Now if you print y, you will see the following output: ['a', 'z', 'c'], while interestingly, the element in x is also changed into ['a', 'z', 'c']. That is because when you copy x to y with an equal sign, you copied the reference to y, not the list elements themselves. Therefore, when you are updating an element in the list, which was stored in the computer memory, both x and y, whose reference point to this list, will return changed outcome.

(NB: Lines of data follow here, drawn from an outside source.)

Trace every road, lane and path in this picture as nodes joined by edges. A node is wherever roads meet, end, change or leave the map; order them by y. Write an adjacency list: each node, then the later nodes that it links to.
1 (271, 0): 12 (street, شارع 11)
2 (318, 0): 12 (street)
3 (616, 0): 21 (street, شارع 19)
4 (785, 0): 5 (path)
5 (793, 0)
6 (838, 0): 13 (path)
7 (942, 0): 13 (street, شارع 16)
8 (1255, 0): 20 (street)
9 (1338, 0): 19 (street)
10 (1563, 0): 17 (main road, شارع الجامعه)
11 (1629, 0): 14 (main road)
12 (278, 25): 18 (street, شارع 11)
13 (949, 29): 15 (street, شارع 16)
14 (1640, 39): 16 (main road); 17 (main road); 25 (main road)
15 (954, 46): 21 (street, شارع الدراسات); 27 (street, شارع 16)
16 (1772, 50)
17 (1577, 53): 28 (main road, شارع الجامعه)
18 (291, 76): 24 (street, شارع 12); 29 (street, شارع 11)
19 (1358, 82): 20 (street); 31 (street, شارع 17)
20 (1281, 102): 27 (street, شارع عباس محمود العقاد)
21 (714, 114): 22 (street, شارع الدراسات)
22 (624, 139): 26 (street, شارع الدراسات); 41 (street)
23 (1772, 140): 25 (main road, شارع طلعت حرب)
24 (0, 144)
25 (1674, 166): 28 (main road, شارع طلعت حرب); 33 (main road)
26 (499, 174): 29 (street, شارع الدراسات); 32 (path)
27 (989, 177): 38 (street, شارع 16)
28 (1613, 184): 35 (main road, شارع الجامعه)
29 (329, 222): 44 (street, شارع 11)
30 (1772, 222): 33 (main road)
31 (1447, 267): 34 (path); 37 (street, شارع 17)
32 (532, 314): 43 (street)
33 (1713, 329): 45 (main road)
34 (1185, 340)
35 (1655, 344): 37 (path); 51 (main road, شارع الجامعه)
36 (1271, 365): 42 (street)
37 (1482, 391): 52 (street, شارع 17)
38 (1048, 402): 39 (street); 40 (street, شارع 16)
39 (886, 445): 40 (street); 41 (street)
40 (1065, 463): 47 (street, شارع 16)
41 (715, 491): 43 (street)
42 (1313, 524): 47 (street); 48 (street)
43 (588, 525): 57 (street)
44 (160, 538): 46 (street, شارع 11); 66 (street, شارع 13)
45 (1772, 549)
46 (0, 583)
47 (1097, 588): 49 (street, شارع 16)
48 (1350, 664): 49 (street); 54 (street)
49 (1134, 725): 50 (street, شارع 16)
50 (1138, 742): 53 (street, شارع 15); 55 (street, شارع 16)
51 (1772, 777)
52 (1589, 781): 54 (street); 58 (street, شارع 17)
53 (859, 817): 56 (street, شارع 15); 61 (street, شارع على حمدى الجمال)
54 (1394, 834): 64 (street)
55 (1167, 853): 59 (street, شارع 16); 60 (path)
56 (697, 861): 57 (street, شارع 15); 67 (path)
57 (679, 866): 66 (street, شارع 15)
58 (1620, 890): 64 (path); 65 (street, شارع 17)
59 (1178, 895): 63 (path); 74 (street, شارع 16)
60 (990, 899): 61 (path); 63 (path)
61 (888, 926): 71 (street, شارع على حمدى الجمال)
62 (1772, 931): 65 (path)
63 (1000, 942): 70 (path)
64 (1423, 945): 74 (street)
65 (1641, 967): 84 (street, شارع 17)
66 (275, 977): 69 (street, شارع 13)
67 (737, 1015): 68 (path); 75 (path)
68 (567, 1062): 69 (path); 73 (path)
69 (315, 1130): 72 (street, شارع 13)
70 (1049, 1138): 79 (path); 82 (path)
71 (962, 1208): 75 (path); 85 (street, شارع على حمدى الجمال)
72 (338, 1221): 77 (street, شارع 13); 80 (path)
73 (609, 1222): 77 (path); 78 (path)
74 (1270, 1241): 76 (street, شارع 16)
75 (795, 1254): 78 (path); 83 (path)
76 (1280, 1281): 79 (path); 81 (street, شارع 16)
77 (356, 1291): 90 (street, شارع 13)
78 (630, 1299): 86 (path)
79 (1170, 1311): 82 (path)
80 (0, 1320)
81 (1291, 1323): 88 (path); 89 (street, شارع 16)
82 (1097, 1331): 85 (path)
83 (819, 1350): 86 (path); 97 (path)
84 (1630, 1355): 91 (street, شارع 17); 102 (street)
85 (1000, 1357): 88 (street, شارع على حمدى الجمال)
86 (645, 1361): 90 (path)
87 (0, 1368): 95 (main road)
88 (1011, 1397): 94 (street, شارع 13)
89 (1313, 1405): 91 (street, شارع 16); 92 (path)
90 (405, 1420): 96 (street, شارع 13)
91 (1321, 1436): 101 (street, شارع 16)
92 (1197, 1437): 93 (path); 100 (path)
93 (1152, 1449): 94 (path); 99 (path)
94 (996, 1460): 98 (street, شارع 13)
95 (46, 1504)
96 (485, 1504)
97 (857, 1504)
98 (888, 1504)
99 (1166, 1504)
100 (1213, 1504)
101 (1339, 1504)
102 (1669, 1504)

If you want to create a list y with a new list of elements but same values as x, you should use y = list(x) or y = x[:] to select all the elements explicitly. Now when you update the elements in y, x will not change accordingly.

Functions

help(function) can help you understand the arguments. If the argument is in square brackets, then it is an optional one.

Objects and Methods

All kinds of values or data structures, like strings, floats, lists, etc., are all python objects, and methods are functions that belongs to objects. Methods may behave differently for different objects.
To use a method, an example with list are as follows: x.index(a), x.count(a)

Useful tips and functions:

  1. To place two commands in the same line: command1; command2
  2. max(), min()
  3. round(x, digits) #default to 2
  4. len(x): length of a variable
  5. sorted(x, reverse = TRUE/FALSE, key = column): sort the variable in ascending or descending order. For a list, reverse() should be used instead
  6. capitalize() or upper(): capitalize all the letters in a string
  7. replace('a', 'b'): replace ‘a’ with ‘b’
  8. append(): append a value to the end of the list
  9. count('a'): count the number of appearance of letter ‘a’ in the string

Packages

Conveniently install packages with pip in terminal after downloading the get-pip.py

1
2
python3 get-pip.py
pip3 install numpy

Import the package

1
2
3
4
5
6
7
import numpy as np
np.array([1, 2, 3])

#if you only need one function from the package
from numpy import array
array([1, 2, 3])
#this way, the reader of your code may not know explicitly that you are calling the fucntion from numpy. Therefore the previous method is usually more preferable.

Numpy

  • Great for vector arithmetic
  • Support element-wise calculation on lists
  • Fast and easy
    np.array(list) can easily convert a list into a numpy array.
  • Remarks:
  1. numpy arrays only contain one type. If the array contains different types, some of the types will be coerced to produce a homogeneous list.
  2. adding arrays together will perform element-wise calculation, while adding lists together simply paste the lists together without calculation.
    np.array([True, 1, 2]) will become array([1, 1, 2])

Subsetting

1
2
x[1]
x[x>1]

2D Numpy Arrays

  • ndarray = N-dimensional array
  • needs homogeneous type
    1
    2
    3
    4
    5
    6
    np_2d = np.array([[1.73, 1.68, 1.71],[65.4, 59.2, 63.6]])
    np_2d.shape #returns the dimension
    np_2d[0] #selects the first row
    np_2d[0][2] #selects the third element in the first row
    np_2d[0, 2] #selets the element at row 1 column 3
    np_2d[:, 1:3] #selects column 2 and 3 (remember the 3 index is not included here)

Basic Statistics

  • Much faster
  1. np.mean(), np.median(), np.corrcoef(a, b), np.std()
  2. sum(), sort()

To generate data: np.random.normal(mean, sd, number)

To paste columns together: np.column_stack((a,b))